One thing that quickly becomes obvious is that microsoft has
bought heavily into C++ and does not provide C API's.
Anyway, here we go.
The Wikipedia is incredibly helpful in getting succint definitions
of this alphabet soup of concepts and acronyms.
.NET
.NET
is currently microsofts big push. Another acronym that will
immediately pop up is CLR (common language runtime). The idea is that
whatever language you program in (C++, C#, visual basic, ...) will share
the same system library, which in addition provides a CPU independent
virtual machine abstraction. The language compilers produce an intermediate
language called CIL (or MSIL).
This is a sequence of bytecodes which are handed to the CLR.
The CLR can be a JIT compiler, or the bytecodes can be compiled to
native code for faster execution. This unifies memory management,
thread management, and who knows what else.

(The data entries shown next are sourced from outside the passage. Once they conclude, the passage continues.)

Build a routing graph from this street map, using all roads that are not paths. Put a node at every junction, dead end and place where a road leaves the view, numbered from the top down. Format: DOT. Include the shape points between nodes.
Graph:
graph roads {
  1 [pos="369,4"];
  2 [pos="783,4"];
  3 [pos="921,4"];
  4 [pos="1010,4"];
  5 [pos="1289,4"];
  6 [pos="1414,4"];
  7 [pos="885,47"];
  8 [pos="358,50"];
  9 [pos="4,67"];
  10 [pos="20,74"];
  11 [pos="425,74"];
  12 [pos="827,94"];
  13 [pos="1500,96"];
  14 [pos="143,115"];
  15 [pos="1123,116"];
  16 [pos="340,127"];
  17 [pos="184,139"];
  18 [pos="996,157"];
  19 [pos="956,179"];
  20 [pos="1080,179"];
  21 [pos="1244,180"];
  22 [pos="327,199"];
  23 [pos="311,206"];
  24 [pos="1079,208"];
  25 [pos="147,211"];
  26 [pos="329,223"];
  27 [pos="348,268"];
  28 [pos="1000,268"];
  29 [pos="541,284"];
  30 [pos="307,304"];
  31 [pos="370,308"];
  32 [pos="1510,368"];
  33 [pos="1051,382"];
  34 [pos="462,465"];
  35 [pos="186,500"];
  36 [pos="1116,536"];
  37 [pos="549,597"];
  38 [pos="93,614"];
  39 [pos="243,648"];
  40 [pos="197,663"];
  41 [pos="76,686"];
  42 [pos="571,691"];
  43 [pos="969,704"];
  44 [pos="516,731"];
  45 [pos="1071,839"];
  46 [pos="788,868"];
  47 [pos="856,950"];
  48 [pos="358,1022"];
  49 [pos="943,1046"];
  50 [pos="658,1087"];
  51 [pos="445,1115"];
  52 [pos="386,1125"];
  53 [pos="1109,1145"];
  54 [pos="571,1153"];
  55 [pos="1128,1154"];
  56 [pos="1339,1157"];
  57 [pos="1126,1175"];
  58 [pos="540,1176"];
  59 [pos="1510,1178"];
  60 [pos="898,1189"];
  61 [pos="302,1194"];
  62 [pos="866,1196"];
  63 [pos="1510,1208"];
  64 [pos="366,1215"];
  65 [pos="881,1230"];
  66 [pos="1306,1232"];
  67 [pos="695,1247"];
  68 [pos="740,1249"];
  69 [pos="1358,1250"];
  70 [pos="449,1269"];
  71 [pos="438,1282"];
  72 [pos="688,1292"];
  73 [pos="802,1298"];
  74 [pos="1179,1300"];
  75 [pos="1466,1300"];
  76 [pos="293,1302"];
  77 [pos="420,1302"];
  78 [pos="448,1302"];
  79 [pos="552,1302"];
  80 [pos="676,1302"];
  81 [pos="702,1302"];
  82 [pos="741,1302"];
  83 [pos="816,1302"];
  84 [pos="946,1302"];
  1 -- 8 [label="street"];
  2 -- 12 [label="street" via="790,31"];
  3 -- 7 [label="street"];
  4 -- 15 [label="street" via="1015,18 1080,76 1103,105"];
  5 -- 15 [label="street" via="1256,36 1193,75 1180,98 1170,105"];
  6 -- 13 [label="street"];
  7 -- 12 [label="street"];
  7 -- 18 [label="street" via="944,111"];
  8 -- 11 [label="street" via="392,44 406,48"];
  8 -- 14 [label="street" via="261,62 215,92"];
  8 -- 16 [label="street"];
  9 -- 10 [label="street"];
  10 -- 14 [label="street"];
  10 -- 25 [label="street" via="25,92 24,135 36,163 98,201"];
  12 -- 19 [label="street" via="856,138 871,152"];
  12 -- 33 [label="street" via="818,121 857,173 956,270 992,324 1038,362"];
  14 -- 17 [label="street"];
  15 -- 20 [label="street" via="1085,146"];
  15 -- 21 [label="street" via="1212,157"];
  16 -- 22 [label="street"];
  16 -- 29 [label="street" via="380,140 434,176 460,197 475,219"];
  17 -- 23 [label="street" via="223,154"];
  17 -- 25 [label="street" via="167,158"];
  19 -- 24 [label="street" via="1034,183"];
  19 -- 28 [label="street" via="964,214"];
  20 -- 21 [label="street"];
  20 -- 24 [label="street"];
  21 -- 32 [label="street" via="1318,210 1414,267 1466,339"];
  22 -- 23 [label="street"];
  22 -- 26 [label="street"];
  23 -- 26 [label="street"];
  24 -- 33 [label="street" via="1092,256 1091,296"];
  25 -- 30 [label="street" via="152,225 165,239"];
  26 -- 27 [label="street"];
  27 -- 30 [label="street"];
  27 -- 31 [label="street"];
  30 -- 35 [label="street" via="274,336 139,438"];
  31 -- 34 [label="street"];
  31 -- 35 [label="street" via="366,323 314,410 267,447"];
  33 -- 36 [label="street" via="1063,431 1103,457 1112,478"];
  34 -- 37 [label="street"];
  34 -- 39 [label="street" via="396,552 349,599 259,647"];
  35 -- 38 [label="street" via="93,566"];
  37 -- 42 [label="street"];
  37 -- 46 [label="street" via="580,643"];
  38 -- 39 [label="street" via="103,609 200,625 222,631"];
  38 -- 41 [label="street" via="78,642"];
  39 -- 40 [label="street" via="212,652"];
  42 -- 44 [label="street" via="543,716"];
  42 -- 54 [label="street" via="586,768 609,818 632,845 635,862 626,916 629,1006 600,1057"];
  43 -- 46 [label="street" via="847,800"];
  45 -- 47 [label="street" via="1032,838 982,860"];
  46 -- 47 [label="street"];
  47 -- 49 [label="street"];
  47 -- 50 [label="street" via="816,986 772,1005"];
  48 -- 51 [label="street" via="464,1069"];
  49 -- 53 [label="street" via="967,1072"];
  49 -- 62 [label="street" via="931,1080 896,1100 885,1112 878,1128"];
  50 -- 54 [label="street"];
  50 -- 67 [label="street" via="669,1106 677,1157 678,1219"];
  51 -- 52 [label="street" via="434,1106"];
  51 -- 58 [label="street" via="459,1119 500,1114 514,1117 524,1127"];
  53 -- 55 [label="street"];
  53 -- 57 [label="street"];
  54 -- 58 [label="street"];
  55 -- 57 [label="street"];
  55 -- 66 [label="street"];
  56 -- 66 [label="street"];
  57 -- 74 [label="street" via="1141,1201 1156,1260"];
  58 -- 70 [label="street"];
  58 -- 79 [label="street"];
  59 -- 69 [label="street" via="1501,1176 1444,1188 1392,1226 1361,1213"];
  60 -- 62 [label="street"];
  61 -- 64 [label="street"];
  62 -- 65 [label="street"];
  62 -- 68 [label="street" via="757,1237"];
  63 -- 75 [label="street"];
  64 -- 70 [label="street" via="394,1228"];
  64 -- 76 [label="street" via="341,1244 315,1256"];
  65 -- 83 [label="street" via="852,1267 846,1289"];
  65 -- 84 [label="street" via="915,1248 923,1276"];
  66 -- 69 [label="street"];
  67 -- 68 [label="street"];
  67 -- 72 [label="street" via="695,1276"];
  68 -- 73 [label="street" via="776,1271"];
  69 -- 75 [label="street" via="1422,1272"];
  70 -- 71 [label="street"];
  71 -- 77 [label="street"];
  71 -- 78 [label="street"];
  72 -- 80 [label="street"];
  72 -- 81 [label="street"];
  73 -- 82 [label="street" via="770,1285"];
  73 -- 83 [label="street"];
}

Applications written using this
paradigm are called "managed", which some people see as an ominous
pointer to a big-brother future where software is "pay per view", as the runtime
meters how and how long software is run. Since the software is not
complete without the CLR, this is entirely feasible, and perhaps intended.
MFC
Microsoft Foundation Classes.
Although microsoft now favors .NET, this
paradigm for development is still highly popular.
Again, it is a set of C++ wrappers around the windows API.
I have been told that there are both MFC (microsoft foundation classes)
and windows foundation classes. This may be bogus, and seems to be.
Don't ask me what the difference is at this time.
ATL
Active Template Library. This seems to be an old paradigm which wrapped
the windows API in a set of C++ classes to simplify COM programming.
COM is something that microsoft introduced back in 1993.
"Component Object Model", a related acronym is OLE.
It is intended to be a language neutral way of describing objects
and using them for distributed computing.
It has been replaced, at least in part, by .NET, so hopefully I can
just ignore this whole business.
DLL
Dynamic Link Library. This is the microsoft implementation of a shared library.
They have the same file format as a .exe file, and may have some extensions
other than .dll (such as .ocx for an active X control library).
Have any comments? Questions?
Drop me a line!
Adventures in Computing / [email protected]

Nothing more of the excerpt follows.